WORK TO COMPLETE »
Give the number of lines in the material below that contain the word "bridge". No other content is needed.

THE RECORDS »

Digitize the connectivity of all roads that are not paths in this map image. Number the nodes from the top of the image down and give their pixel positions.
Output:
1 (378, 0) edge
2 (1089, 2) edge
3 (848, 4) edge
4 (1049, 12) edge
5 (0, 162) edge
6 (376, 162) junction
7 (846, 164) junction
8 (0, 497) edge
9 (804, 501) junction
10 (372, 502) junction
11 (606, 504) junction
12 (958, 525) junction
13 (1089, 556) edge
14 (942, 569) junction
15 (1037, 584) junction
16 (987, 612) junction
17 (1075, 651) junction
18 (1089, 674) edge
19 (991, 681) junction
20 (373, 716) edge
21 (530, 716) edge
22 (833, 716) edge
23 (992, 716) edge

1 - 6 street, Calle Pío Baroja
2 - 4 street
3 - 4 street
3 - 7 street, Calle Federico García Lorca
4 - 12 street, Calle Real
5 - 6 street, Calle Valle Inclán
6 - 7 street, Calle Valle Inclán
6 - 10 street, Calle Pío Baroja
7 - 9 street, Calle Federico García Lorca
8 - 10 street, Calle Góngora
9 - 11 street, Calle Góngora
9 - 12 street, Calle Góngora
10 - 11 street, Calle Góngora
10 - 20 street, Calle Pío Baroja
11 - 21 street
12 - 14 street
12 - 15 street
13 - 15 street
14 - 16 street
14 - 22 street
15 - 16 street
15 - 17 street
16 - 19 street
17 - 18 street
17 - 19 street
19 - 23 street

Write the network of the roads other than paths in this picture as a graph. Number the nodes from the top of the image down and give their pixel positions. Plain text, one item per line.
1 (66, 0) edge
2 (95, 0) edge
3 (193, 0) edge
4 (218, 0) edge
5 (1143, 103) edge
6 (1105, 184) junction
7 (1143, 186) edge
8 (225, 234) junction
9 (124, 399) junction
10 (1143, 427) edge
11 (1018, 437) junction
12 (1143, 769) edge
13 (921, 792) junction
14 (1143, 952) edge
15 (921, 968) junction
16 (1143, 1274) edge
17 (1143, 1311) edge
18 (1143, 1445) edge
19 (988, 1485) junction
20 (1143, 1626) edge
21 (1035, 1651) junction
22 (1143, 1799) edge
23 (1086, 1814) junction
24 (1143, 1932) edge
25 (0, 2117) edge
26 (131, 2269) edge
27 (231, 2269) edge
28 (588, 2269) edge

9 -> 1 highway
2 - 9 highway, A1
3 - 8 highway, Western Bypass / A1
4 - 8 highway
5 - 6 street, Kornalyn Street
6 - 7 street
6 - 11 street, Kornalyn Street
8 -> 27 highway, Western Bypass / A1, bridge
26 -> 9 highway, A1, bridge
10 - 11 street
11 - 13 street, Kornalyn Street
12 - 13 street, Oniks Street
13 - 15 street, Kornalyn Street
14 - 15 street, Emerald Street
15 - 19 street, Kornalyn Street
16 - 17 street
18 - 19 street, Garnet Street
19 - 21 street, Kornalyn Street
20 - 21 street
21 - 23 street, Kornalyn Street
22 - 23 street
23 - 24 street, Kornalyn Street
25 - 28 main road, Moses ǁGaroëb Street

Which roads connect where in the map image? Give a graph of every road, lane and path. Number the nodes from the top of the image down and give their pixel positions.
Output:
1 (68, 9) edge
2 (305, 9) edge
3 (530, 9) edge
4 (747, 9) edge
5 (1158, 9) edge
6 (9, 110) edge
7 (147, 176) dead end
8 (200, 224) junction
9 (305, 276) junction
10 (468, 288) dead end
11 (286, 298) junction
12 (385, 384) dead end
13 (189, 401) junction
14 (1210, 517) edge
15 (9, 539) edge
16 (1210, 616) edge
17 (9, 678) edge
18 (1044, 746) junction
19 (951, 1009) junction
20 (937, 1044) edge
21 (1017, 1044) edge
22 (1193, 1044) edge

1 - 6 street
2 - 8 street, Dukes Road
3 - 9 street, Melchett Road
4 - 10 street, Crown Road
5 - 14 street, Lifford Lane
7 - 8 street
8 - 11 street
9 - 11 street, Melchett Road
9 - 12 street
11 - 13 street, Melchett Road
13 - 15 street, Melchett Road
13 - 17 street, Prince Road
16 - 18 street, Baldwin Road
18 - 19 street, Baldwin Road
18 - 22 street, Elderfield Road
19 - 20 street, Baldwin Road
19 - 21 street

WRITTEN ANSWER »
2